In questo contesto, va ricordata l’Albania. Infatti, per ordine del Governo Nitti vennero inviati in quel Paese notevoli contingenti di truppe italiane. A gennaio 1920 i delegati albanesi si riunirono a Lushnje e costituirono un Governo provvisorio a Tirana, chiedendo la completa indipendenza dell’Albania e, di conseguenza, il ritiro dei 70 mila soldati italiani, comandati dal generale Settimio Piacentini, che occupavano il loro Paese.Il 3 gennaio 1920, il Governo provvisorio albanese presentò un ultimatum al generale Piacentini, ultimatum che venne respinto. A seguito di ciò, il 5, il 6 e l’11 giugno gli albanesi attaccarono Valona. Le truppe italiane respinsero l’attacco e nuovi rinforzi vennero inviati in Albania.

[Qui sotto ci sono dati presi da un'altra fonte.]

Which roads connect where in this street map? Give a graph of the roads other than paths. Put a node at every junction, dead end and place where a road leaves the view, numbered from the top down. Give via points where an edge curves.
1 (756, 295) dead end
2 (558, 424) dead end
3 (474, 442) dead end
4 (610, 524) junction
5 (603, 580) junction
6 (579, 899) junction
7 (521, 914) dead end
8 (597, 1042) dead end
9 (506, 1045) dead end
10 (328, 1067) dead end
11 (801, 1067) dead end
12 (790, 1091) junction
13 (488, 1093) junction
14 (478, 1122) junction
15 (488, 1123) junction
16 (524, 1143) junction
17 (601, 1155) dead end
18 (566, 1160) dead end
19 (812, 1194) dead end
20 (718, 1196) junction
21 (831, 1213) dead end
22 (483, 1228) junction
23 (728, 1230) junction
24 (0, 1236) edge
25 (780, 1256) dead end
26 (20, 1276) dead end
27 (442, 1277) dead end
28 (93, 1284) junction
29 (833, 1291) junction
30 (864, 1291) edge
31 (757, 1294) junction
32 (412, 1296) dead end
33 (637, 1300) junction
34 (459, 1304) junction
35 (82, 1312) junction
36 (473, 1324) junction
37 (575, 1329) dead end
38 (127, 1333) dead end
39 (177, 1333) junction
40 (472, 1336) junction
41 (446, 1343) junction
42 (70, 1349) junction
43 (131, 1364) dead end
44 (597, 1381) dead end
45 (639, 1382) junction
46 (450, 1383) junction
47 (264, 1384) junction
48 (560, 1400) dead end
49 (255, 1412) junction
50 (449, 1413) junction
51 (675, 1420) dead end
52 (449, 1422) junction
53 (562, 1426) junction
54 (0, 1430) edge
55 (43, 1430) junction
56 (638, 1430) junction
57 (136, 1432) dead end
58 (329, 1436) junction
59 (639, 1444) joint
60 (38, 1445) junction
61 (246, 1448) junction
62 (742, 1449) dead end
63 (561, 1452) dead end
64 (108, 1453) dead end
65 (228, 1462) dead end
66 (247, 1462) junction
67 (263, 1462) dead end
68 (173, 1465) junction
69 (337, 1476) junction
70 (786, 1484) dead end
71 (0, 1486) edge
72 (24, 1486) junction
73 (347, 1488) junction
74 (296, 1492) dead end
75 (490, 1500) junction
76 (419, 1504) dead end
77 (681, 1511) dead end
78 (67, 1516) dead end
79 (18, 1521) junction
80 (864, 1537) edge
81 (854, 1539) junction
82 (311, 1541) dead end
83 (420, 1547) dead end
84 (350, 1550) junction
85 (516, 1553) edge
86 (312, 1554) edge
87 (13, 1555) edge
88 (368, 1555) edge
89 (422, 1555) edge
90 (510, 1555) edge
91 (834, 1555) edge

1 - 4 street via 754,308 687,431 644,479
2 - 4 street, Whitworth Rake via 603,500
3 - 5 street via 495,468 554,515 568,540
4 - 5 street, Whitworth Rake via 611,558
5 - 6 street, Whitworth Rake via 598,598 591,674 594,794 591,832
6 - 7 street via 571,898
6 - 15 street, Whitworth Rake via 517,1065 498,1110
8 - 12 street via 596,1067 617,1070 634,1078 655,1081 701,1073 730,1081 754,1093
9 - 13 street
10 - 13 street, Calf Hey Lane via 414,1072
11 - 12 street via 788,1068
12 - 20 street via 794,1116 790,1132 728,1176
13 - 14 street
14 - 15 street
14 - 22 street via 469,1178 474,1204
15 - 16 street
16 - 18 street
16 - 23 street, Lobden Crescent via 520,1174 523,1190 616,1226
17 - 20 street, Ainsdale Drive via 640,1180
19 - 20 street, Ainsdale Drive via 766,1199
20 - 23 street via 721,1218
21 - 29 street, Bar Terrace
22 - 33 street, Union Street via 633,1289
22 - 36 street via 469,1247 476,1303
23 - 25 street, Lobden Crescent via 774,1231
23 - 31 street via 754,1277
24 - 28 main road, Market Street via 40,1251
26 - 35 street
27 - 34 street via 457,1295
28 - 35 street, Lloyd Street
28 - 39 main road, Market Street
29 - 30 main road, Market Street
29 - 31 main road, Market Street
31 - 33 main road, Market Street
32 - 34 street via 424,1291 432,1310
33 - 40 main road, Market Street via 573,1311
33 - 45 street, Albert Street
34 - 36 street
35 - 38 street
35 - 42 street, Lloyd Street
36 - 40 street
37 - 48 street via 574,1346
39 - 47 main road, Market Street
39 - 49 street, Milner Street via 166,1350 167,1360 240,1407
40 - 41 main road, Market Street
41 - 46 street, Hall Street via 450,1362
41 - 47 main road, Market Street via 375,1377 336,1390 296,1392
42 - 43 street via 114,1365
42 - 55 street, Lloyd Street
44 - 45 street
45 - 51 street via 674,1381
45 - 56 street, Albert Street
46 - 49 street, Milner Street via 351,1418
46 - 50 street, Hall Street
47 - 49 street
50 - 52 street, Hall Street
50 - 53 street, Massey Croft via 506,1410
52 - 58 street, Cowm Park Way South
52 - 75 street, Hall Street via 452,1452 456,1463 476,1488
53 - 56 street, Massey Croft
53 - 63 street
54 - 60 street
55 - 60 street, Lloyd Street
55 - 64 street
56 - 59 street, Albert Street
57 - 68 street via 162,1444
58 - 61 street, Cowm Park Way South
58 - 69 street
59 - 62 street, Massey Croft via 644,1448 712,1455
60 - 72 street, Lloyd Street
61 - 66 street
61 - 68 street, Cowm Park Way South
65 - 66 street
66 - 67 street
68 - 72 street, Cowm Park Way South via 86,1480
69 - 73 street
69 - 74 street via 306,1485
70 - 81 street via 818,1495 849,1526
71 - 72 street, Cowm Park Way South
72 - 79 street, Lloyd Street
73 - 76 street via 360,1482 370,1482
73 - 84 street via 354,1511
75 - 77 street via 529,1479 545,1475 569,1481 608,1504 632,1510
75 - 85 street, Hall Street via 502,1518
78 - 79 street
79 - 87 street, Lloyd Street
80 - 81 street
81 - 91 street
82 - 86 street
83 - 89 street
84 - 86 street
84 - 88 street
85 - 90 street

Se quindi, ci fossero colpe da addebitare al Governo Mussolini, queste sono di essere riuscito lì dove i Governi pre-fascisti delittuosamente fallirono.
Come si giunse al conflitto italo-etiopico?
Dopo i disastri sopra accennnati, sull’Etiopia si erano concentrati gli interessi, oltre che commerciali anche strategici, della Gran Bretagna e della Francia. A testimonianza della crescente attenzione, su quella zona africana, delle potenze europee, è l’attestato dell’accordo, siglato nel 1906 il quale fissava le rispettive zone d’influenza in Etiopia fra quelle due potenze e l’Italia.
I nostri rapporti con quel Paese africano si andarono deteriorando nel 1930.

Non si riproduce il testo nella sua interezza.